11/07/2007
Gold miner Avocet Mining is seeking acquisitions after lifting annual pre-tax profits 43 per cent to US$ 22.7 (£11.35) million.
Asia-focused Avocet’s gold production fell 14 per cent to 178,318 oz in the year to March, chiefly because of changes made to increase future output at the company's Penjom mine in Malaysia. But turnover rose 20 per cent to $108 million, thanks to the rising gold price.
Average production costs reached the high level of $428 an ounce, against today’s $664 market price. That reflected costs at Avocet's ZGC mine in Tajikistan, which was sold during the year for a $230 million exceptional profit, while the average cost for the company's other mines, North Lanut in Indonesia and Penjom, still rose significantly from $229 to $352 an ounce but are on their way down to $300.
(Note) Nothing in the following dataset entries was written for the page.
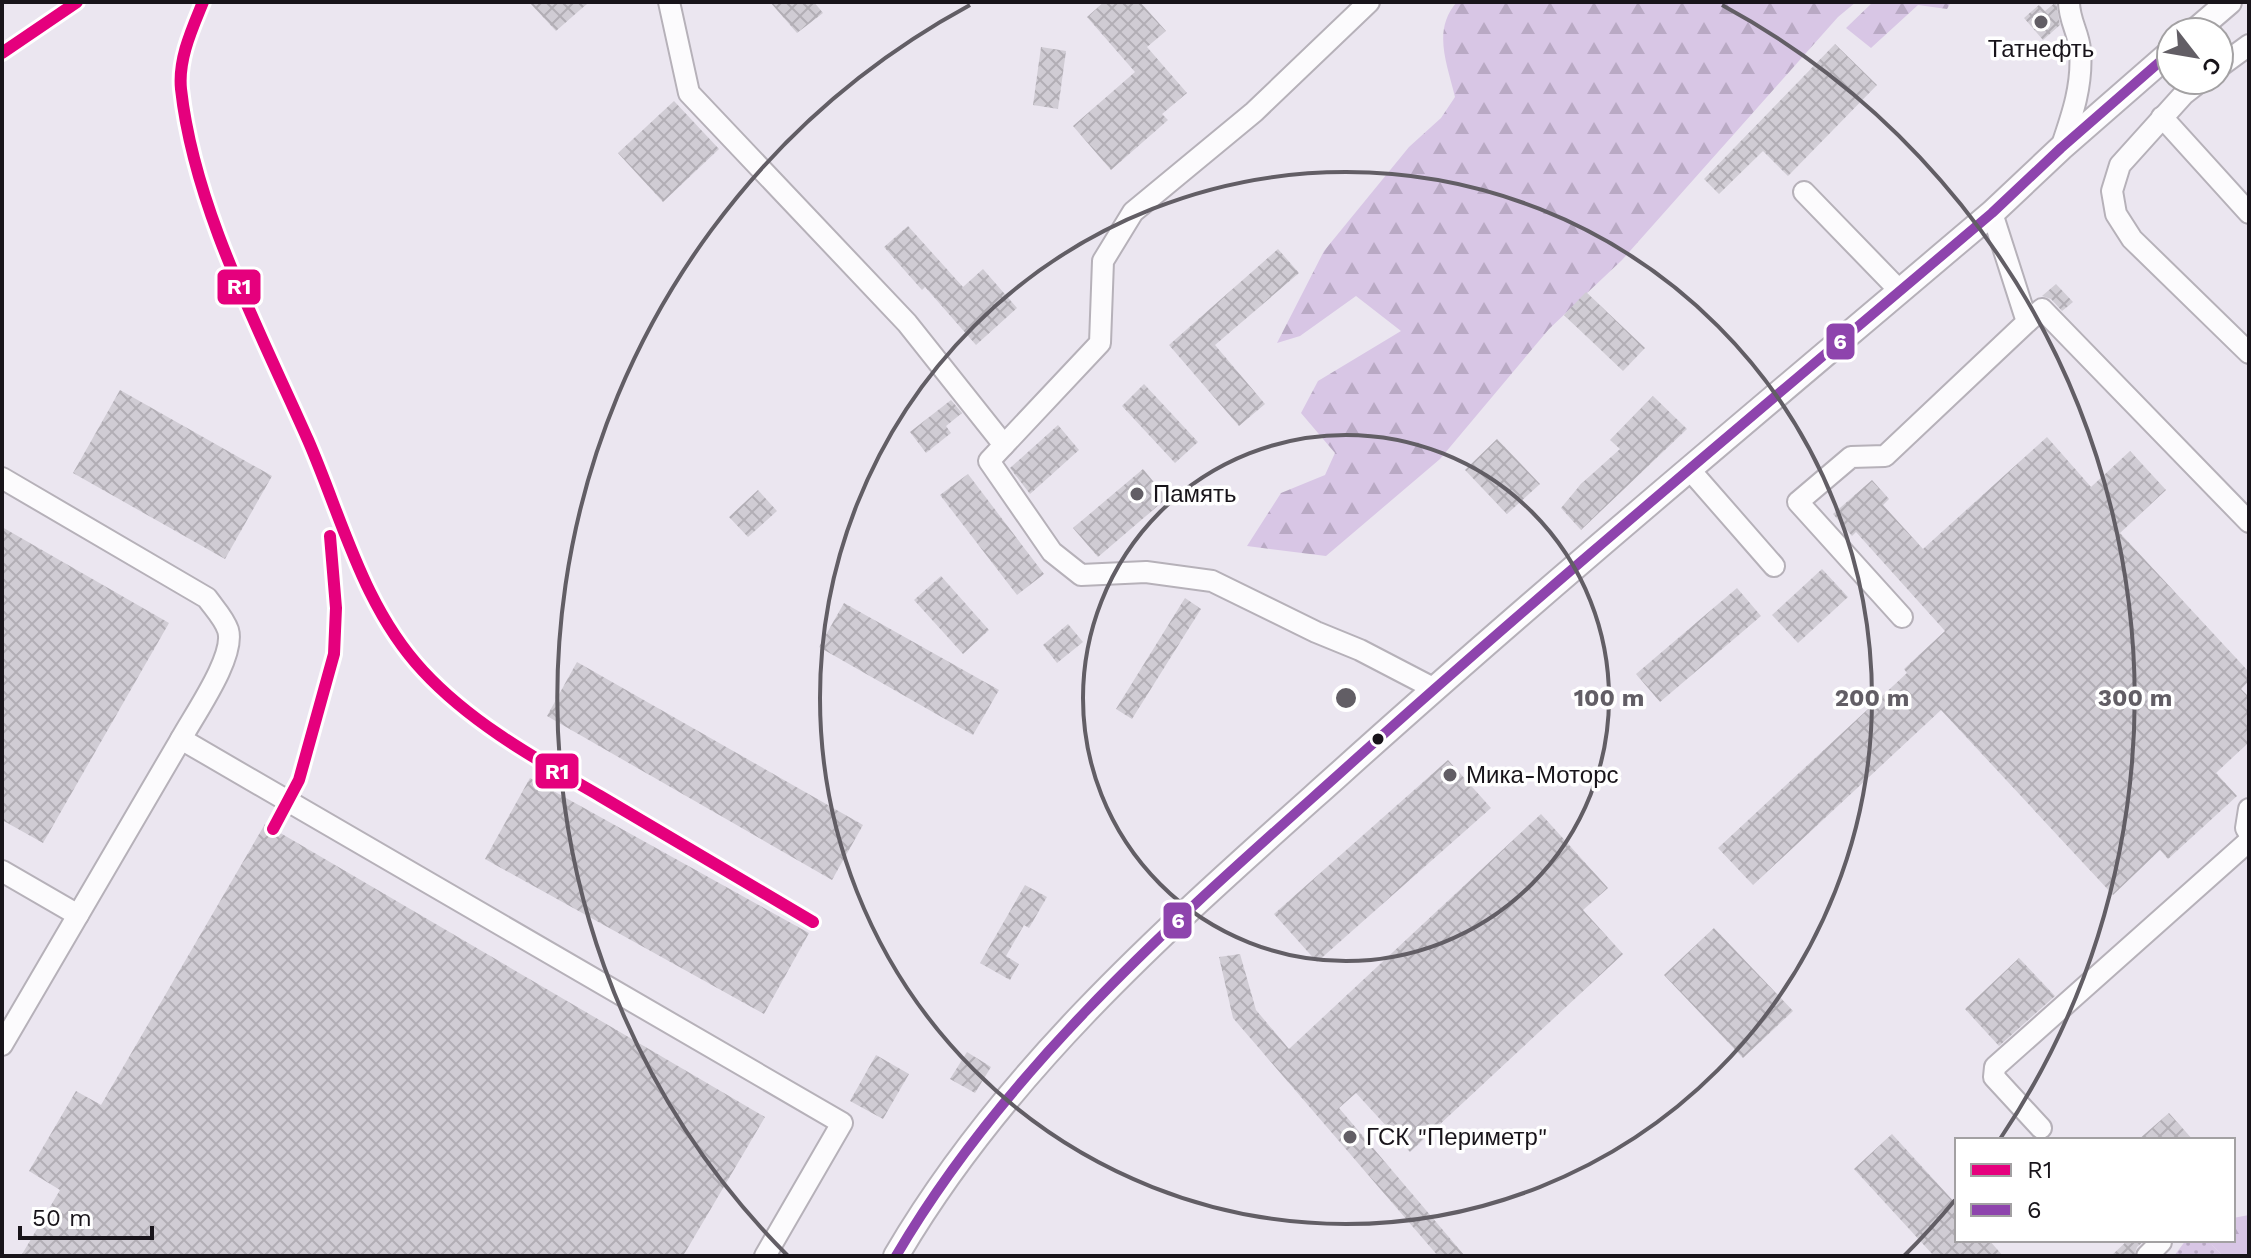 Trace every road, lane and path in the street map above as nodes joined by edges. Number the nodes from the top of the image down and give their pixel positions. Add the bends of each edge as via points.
1 (669, 2) edge
2 (1369, 2) edge
3 (2069, 2) edge
4 (2155, 66) edge
5 (2182, 96) edge
6 (2162, 117) junction
7 (2061, 148) junction
8 (1804, 192) dead end
9 (1992, 213) junction
10 (2249, 213) edge
11 (1900, 291) junction
12 (2027, 322) junction
13 (2249, 353) edge
14 (1004, 445) junction
15 (1690, 470) junction
16 (2, 478) edge
17 (2249, 522) edge
18 (1774, 566) dead end
19 (1902, 617) dead end
20 (1433, 688) junction
21 (181, 739) junction
22 (2249, 809) edge
23 (2249, 833) edge
24 (2249, 841) edge
25 (2, 871) edge
26 (78, 915) junction
27 (2, 1045) edge
28 (2041, 1128) dead end
29 (765, 1256) edge
30 (896, 1256) edge

1 - 14 lane via 689,93 907,323
2 - 14 lane via 1254,112 1133,212 1103,261 1100,343
3 - 7 lane via 2080,47 2080,74
4 - 7 main road
5 - 6 lane
6 - 10 lane
6 - 13 lane via 2120,165 2112,191 2116,214 2132,239
7 - 9 main road
8 - 11 lane
9 - 11 main road
9 - 12 lane
11 - 15 main road
12 - 17 lane via 2042,309
12 - 19 lane via 1885,456 1851,457 1798,502
14 - 20 lane via 989,461 1052,552 1081,575 1146,572 1212,581
15 - 18 lane
15 - 20 main road
16 - 21 lane via 207,598 220,615 229,632 227,656
20 - 30 main road via 1139,955 1049,1049 936,1193
21 - 26 lane
21 - 29 lane via 842,1123
22 - 23 lane
24 - 28 lane via 1995,1067 1994,1077
25 - 26 lane
26 - 27 lane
Jonathan Henry, who replaced John Catchpole as chief executive officer last year, is pursuing a policy of expansion, including the development of a mine at Bakan and Banda in Indonesia and possible moves in China. He sees costs falling to $300 an ounce or lower and, with cash of $110 million, he says the company looks forward to ‘another year of increasing profitability’.
At 137p, up 4.5p this morning, AIM-quoted Avocet’s shares are recovering from past vicissitudes and are still nearly £1 off last year’s high. They should improve further.